A sale under the ACUB program would guarantee the base could continue its operations without being encroached upon by future developers, Weisnicht said.

If the sale were to go forward, the Conservation Fund would purchase the 384-acre parcel with ACUB funding and then transfer the property to the Game Commission.

The parcel, at the furthest upstream edge of Capital Region Water’s 8,200 acres in Clarks Valley, would form a bridge between two existing tracts of state gaming lands on either side of the reservoir.

The deal’s structure would provide “one of the best guarantees of protection in perpetuity,” said Kyle Shenk, the Conservation Fund’s Pennsylvania representative.

Ownership by a government entity, as opposed to a private developer, would provide continuity, Shenk said. And the deed would contain language compelling the Game Commission to prevent incompatible development in the future.

Clarks Valley, along the Kittatinny Ridge, forms part of a critical migration corridor for raptors and other birds, Shenk said.

He said the sale would allow Capital Region Water to monetize its land assets without endangering the ecosystem or the pristine watershed.

A map of Capital Region Water land around the DeHart, with the parcel proposed to be sold at right, in purple. Courtesy of Capital Region Water.

A map of Capital Region Water land around the DeHart, with the parcel proposed to be sold at upper right, in purple. Courtesy of Capital Region Water.

Williams, in an interview about the proposed sale last week, said her “gut feeling” was that the deal represented a window of opportunity to ensure preservation while generating much-needed revenues for the authority’s capital projects.

Among those projects are comprehensive evaluations of the transmission mains that bring water to the city from the DeHart and from the Susquehanna River, as well as an assessment of the condition of authority pipes throughout the water system.

The authority will have a projected $5 million in capital expenses on the water system each year for the foreseeable future, with no current funding strategy in place for such projects beginning in 2016, according to Williams.

If the board passed on the current proposal, Williams said, she feared a similar opportunity would not come along again any time soon.
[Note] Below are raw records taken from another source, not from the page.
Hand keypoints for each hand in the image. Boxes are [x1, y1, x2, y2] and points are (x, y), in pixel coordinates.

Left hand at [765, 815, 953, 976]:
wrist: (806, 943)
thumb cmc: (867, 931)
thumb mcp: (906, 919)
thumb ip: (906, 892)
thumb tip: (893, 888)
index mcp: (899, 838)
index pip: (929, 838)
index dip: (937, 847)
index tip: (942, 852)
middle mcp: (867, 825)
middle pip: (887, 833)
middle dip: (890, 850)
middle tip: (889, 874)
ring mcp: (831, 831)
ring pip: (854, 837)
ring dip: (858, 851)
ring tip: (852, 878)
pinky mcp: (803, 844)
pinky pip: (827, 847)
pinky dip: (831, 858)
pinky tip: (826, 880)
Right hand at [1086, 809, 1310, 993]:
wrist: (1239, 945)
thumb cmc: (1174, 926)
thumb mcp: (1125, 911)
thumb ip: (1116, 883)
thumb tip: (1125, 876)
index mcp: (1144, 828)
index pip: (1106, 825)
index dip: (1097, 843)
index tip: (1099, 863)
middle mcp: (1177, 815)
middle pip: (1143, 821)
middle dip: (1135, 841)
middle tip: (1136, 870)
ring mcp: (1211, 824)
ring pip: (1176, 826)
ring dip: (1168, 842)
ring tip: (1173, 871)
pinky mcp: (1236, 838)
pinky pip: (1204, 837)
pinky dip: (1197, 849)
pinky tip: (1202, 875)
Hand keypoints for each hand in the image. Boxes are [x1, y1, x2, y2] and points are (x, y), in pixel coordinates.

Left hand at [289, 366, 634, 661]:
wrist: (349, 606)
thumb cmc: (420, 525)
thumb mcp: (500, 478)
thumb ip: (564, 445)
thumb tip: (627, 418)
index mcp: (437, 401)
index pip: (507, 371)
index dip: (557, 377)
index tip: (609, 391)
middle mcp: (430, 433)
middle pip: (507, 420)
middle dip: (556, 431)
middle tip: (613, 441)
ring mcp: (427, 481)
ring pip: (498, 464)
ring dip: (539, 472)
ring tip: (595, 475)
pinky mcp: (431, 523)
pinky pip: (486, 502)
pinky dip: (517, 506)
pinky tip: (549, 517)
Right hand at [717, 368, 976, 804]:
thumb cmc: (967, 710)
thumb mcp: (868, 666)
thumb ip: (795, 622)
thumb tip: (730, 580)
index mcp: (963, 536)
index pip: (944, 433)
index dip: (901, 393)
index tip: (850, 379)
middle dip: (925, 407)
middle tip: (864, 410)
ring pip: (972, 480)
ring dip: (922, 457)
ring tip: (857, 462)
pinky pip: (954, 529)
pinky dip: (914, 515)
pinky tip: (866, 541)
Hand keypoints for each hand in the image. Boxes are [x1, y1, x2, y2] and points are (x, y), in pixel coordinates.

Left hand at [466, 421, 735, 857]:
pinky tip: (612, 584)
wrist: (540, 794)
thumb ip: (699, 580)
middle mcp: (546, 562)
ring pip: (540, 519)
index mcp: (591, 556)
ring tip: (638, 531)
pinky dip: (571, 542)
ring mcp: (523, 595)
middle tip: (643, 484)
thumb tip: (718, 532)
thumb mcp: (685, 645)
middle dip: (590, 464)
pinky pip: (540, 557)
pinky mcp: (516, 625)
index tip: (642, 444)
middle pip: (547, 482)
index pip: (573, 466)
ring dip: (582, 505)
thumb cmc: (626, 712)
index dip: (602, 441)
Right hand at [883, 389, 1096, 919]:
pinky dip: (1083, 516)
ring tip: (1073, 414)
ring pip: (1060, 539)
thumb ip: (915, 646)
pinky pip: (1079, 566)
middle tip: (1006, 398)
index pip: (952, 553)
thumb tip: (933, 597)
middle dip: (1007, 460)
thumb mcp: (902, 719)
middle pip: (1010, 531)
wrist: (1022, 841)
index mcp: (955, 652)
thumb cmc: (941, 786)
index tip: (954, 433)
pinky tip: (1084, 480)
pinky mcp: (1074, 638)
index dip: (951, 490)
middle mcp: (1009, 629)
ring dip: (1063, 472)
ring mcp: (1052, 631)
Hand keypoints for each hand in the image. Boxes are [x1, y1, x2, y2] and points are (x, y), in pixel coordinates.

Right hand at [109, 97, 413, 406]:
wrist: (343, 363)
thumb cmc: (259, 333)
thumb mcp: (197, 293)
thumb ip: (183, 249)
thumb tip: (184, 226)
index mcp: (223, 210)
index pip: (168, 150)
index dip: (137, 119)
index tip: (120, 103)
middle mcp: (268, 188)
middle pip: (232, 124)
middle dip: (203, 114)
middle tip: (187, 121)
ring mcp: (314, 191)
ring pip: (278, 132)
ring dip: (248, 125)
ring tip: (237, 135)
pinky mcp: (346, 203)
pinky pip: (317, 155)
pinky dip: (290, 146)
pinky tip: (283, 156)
And a future authority, under different leadership and facing new financial obligations, might consider an agreement without preservation guarantees.

At the same time, Williams said she wanted to ensure members of the public had adequate time to consider the decision and offer their input at hearings.

“I want devil’s advocates all over the place,” she said.

The proposed sale will appear before the Capital Region Water board at their regular meeting at 6 p.m. this Wednesday, on the first floor of 212 Locust St., Harrisburg.

Wednesday’s meeting is not the first time the sale comes before the board. In July, the board unanimously authorized the negotiation of a preliminary sale agreement.

If the board votes Wednesday to consider the sale, the authority will commission an engineering report and will schedule public hearings before a final vote in February.